Además, esos países argumentan correctamente que la disyuntiva entre la acción sobre cambio climático y la reducción de pobreza es más imperiosa para ellos a su nivel de ingreso per cápita, a menos que puedan acceder a las nuevas tecnologías emergentes a bajo costo. Este pedido sugiere que los EE. UU. debieran subsidiar el flujo de tecnología hacia India y China desde las empresas estadounidenses propietarias de patentes, algo verdaderamente poco práctico.

Aquí es donde el Fondo Mundial contra el Cambio Climático de 100 millardos de dólares, prometido en la conferencia COP-16 en Cancún, entra en acción. Desafortunadamente, hasta los iconos ambientalistas como Al Gore en los EE. UU. han invertido tanto en las nuevas tecnologías verdes que su propio interés está atado a que este fondo se destine al desarrollo de nuevas tecnologías de propiedad privada protegidas por patentes.

Las nuevas semillas de la «Revolución Verde» que el agrónomo y premio Nobel Norman Borlaug desarrolló con dinero público estaban disponibles en forma gratuita para todo el mundo.

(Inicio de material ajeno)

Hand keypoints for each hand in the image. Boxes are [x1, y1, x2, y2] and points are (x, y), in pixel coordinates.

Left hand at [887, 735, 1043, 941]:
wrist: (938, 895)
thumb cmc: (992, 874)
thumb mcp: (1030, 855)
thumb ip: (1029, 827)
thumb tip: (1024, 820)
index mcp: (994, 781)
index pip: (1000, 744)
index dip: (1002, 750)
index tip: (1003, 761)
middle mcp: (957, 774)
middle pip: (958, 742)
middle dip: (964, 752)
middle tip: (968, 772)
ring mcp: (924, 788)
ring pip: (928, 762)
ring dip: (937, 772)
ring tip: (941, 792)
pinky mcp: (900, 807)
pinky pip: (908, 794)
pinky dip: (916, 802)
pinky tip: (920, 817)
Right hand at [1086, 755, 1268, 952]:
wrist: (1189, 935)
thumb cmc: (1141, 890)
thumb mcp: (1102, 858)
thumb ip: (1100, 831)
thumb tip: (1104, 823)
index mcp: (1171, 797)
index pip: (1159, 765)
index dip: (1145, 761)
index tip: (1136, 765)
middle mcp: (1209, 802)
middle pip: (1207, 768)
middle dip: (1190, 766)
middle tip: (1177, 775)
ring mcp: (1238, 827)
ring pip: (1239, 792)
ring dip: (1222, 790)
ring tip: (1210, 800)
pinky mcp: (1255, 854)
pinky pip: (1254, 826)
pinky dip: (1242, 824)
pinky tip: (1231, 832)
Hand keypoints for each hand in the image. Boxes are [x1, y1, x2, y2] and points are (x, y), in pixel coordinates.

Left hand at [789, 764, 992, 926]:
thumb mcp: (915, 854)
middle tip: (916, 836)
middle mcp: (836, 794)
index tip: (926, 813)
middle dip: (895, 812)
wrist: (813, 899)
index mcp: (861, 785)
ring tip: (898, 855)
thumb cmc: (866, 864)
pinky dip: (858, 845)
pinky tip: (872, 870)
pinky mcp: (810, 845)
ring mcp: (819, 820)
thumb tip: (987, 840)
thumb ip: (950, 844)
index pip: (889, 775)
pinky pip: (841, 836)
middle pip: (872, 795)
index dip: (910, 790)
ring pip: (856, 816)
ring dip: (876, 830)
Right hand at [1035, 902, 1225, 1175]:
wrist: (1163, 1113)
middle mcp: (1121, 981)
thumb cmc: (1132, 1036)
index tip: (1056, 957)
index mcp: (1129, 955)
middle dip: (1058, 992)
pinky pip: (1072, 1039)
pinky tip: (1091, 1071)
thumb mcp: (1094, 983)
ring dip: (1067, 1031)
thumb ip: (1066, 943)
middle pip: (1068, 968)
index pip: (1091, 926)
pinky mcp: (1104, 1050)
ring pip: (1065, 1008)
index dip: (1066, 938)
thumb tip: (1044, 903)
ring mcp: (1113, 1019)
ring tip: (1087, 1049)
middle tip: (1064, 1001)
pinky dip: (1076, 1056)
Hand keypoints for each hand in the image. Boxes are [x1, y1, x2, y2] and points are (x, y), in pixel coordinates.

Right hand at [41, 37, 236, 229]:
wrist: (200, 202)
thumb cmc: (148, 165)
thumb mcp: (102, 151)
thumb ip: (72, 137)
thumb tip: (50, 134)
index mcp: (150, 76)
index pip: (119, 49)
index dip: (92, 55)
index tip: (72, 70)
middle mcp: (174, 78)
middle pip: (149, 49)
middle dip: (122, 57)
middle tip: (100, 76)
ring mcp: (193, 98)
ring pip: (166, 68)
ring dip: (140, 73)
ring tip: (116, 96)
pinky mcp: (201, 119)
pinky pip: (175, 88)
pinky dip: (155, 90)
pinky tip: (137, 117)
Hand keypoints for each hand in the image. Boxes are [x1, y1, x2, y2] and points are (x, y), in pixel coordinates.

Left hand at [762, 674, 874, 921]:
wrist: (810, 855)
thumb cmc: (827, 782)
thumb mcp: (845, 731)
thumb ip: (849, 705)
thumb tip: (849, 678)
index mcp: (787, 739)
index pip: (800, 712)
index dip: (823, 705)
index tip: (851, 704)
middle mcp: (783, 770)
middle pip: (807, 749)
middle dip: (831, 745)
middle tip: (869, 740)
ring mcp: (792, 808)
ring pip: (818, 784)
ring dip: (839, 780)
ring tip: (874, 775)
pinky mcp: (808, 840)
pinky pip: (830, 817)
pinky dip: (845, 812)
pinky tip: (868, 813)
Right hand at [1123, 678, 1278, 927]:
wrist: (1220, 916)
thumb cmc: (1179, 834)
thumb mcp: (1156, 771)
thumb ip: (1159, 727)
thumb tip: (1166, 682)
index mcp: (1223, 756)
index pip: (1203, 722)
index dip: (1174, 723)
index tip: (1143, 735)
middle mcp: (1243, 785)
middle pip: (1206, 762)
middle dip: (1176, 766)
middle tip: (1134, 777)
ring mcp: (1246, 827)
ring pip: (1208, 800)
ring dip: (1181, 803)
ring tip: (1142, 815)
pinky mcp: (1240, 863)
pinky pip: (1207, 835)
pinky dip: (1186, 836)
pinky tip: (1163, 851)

La tecnología desarrollada con el dinero del Fondo Mundial contra el Cambio Climático también debería ser accesible para todos, incluidas India y China, lo que les permitiría acordar más reducciones de sus emisiones.

De hecho, incluso las contribuciones al Fondo deberían haber reflejado los daños anteriores generados por los países desarrollados a lo largo de un siglo de emisiones de carbono –una obligación basada en el bien establecido principio de responsabilidad que los EE. UU. han aceptado para la contaminación local. Pero aquí, también, los EE. UU. han rechazado la idea de plano.

Varias de esas formas sensatas para diseñar el tratado sucesor al Protocolo de Kioto se han visto debilitadas por los esfuerzos para dar lugar a demandas y objeciones inapropiadas impulsadas por los EE. UU., lo que ha resultado en el impasse que se tornó evidente en las conferencias COP en Copenhague y Cancún. Quienes no creen en la magia han aprendido a no esperar que de alguna manera eso desaparezca en Durban.